# Brief
Set down the data below without change, skipping the pictures it holds.

Stored items
◆ ◆ ◆
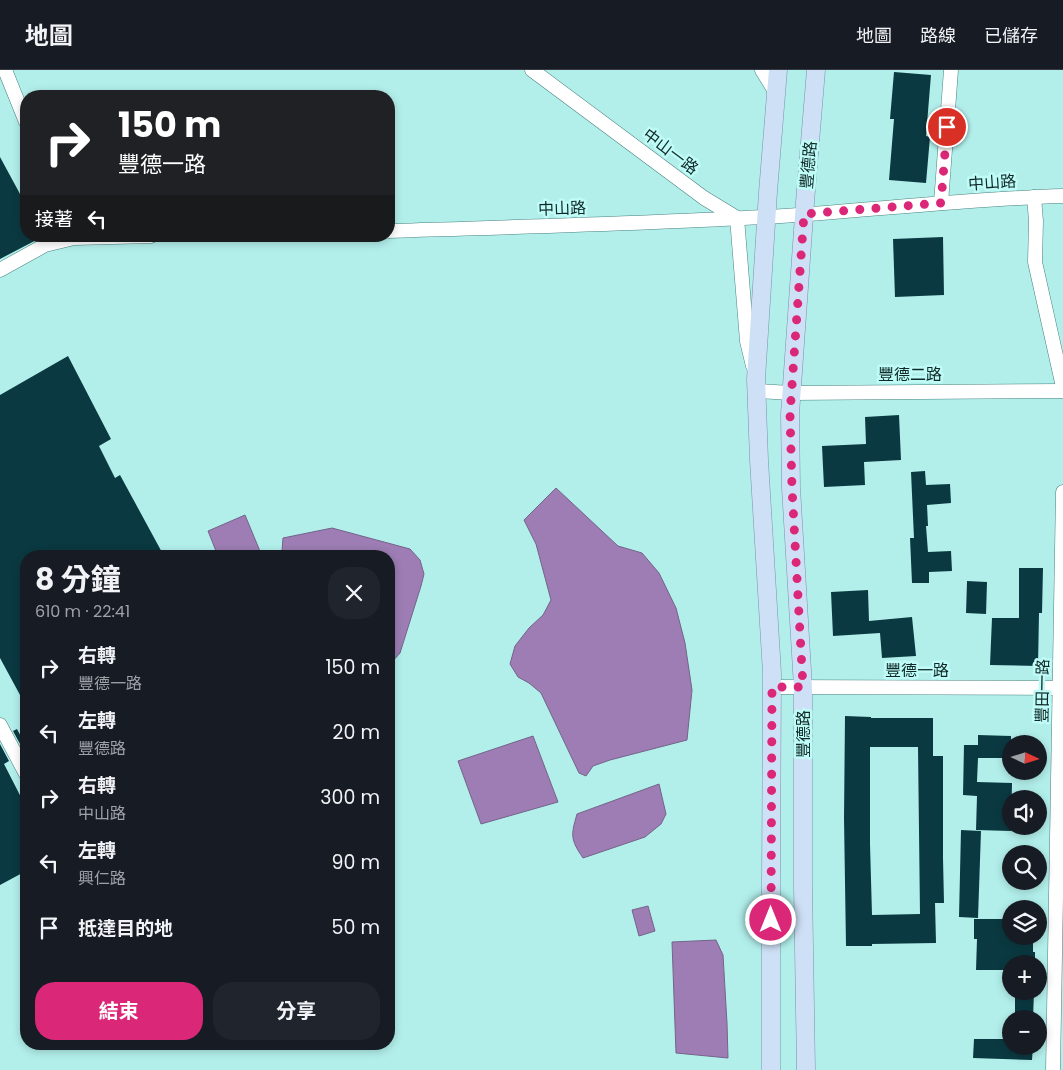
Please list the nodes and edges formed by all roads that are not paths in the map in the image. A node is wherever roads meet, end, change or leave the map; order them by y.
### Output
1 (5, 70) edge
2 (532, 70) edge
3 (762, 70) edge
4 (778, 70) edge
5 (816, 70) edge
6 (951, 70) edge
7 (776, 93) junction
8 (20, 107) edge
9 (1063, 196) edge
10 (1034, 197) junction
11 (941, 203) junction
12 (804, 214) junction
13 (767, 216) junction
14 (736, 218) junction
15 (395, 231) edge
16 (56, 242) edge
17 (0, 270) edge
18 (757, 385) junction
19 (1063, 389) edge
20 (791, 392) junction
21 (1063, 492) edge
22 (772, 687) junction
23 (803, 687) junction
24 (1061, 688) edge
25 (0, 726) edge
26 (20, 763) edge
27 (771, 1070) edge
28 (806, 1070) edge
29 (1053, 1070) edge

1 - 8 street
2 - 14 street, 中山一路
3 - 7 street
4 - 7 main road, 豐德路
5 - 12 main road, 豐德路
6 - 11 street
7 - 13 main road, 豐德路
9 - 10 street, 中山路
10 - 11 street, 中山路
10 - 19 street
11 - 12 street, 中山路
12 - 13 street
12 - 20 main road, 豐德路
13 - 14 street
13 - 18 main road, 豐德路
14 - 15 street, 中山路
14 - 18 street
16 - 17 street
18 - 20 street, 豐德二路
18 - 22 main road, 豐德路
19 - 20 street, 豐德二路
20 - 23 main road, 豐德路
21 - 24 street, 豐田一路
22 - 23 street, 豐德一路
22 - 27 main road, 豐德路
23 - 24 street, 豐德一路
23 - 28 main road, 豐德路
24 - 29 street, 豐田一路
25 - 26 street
◆ ◆ ◆
# Task result
Please list the nodes and edges formed by all roads that are not paths in the map in the image. A node is wherever roads meet, end, change or leave the map; order them by y.
### Output
1 (5, 70) edge
2 (532, 70) edge
3 (762, 70) edge
4 (778, 70) edge
5 (816, 70) edge
6 (951, 70) edge
7 (776, 93) junction
8 (20, 107) edge
9 (1063, 196) edge
10 (1034, 197) junction
11 (941, 203) junction
12 (804, 214) junction
13 (767, 216) junction
14 (736, 218) junction
15 (395, 231) edge
16 (56, 242) edge
17 (0, 270) edge
18 (757, 385) junction
19 (1063, 389) edge
20 (791, 392) junction
21 (1063, 492) edge
22 (772, 687) junction
23 (803, 687) junction
24 (1061, 688) edge
25 (0, 726) edge
26 (20, 763) edge
27 (771, 1070) edge
28 (806, 1070) edge
29 (1053, 1070) edge

1 - 8 street
2 - 14 street, 中山一路
3 - 7 street
4 - 7 main road, 豐德路
5 - 12 main road, 豐德路
6 - 11 street
7 - 13 main road, 豐德路
9 - 10 street, 中山路
10 - 11 street, 中山路
10 - 19 street
11 - 12 street, 中山路
12 - 13 street
12 - 20 main road, 豐德路
13 - 14 street
13 - 18 main road, 豐德路
14 - 15 street, 中山路
14 - 18 street
16 - 17 street
18 - 20 street, 豐德二路
18 - 22 main road, 豐德路
19 - 20 street, 豐德二路
20 - 23 main road, 豐德路
21 - 24 street, 豐田一路
22 - 23 street, 豐德一路
22 - 27 main road, 豐德路
23 - 24 street, 豐德一路
23 - 28 main road, 豐德路
24 - 29 street, 豐田一路
25 - 26 street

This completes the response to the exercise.